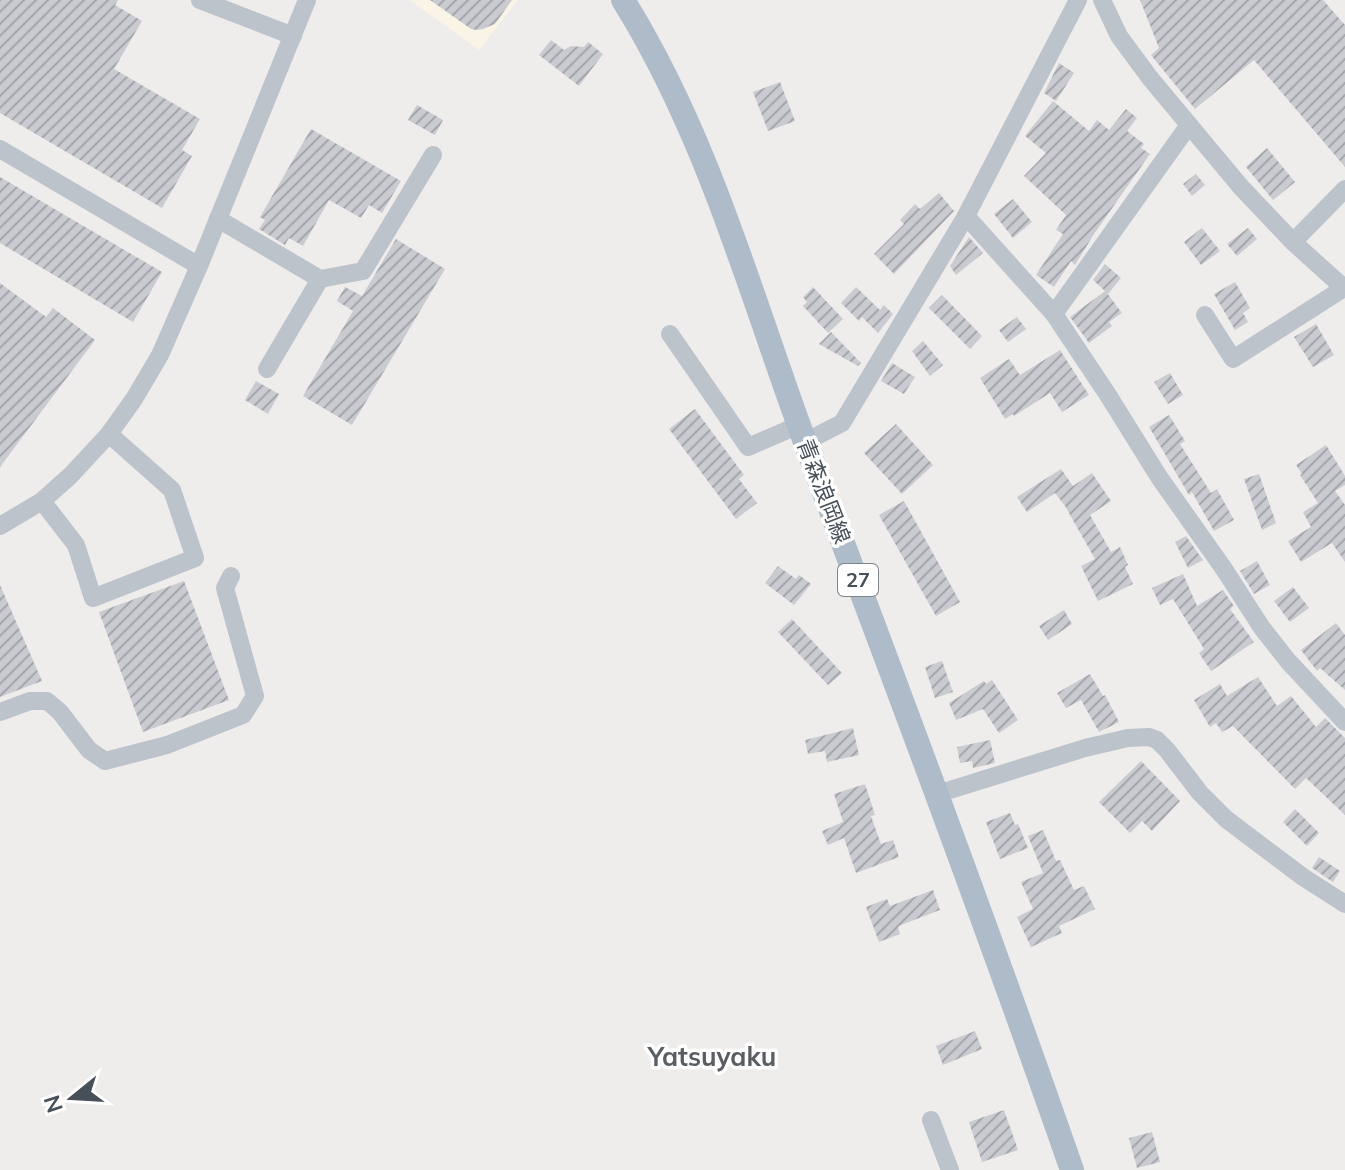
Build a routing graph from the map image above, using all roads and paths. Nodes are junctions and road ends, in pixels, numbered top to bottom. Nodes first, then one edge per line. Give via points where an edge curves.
1 (200, 0) edge
2 (307, 0) edge
3 (623, 0) edge
4 (1078, 0) edge
5 (1102, 0) edge
6 (293, 36) junction
7 (1189, 125) junction
8 (0, 149) edge
9 (433, 155) dead end
10 (1345, 189) edge
11 (966, 216) junction
12 (218, 219) junction
13 (1293, 242) junction
14 (199, 266) junction
15 (320, 279) junction
16 (1344, 288) edge
17 (1054, 314) junction
18 (1205, 315) dead end
19 (670, 334) dead end
20 (267, 369) dead end
21 (802, 433) junction
22 (109, 434) junction
23 (42, 501) junction
24 (0, 526) edge
25 (231, 576) dead end
26 (0, 712) edge
27 (1345, 722) edge
28 (937, 794) junction
29 (1345, 904) edge
30 (931, 1120) dead end
31 (950, 1170) edge
32 (1072, 1170) edge

1 - 6 street
2 - 6 street
3 - 21 main road, 青森浪岡線 / 27 via 668,79 694,139
4 - 11 street
5 - 7 street via 1119,36
6 - 12 street
7 - 13 street
7 - 17 street
8 - 14 street
9 - 15 street via 363,271
10 - 13 street
11 - 17 street
11 - 21 street via 842,423
12 - 14 street
12 - 15 street
13 - 16 street
14 - 22 street via 160,355
15 - 20 street
16 - 18 street via 1233,359
17 - 27 street via 1262,628
19 - 21 street via 748,447
21 - 28 main road, 青森浪岡線 / 27
22 - 23 street
22 - 23 street via 172,490 195,558 93,598 76,545
23 - 24 street
25 - 26 street via 225,588 255,696 243,715 167,745 105,761 47,701
28 - 29 street via 1073,751 1149,737 1167,750 1226,819
28 - 32 main road, 青森浪岡線 / 27
30 - 31 street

•••

Scan the material above for the string "青森浪岡線" and report each line where you find it.

**RESULT OF THIS EXERCISE**
3 - 21 main road, 青森浪岡線 / 27 via 668,79 694,139
21 - 28 main road, 青森浪岡線 / 27
28 - 32 main road, 青森浪岡線 / 27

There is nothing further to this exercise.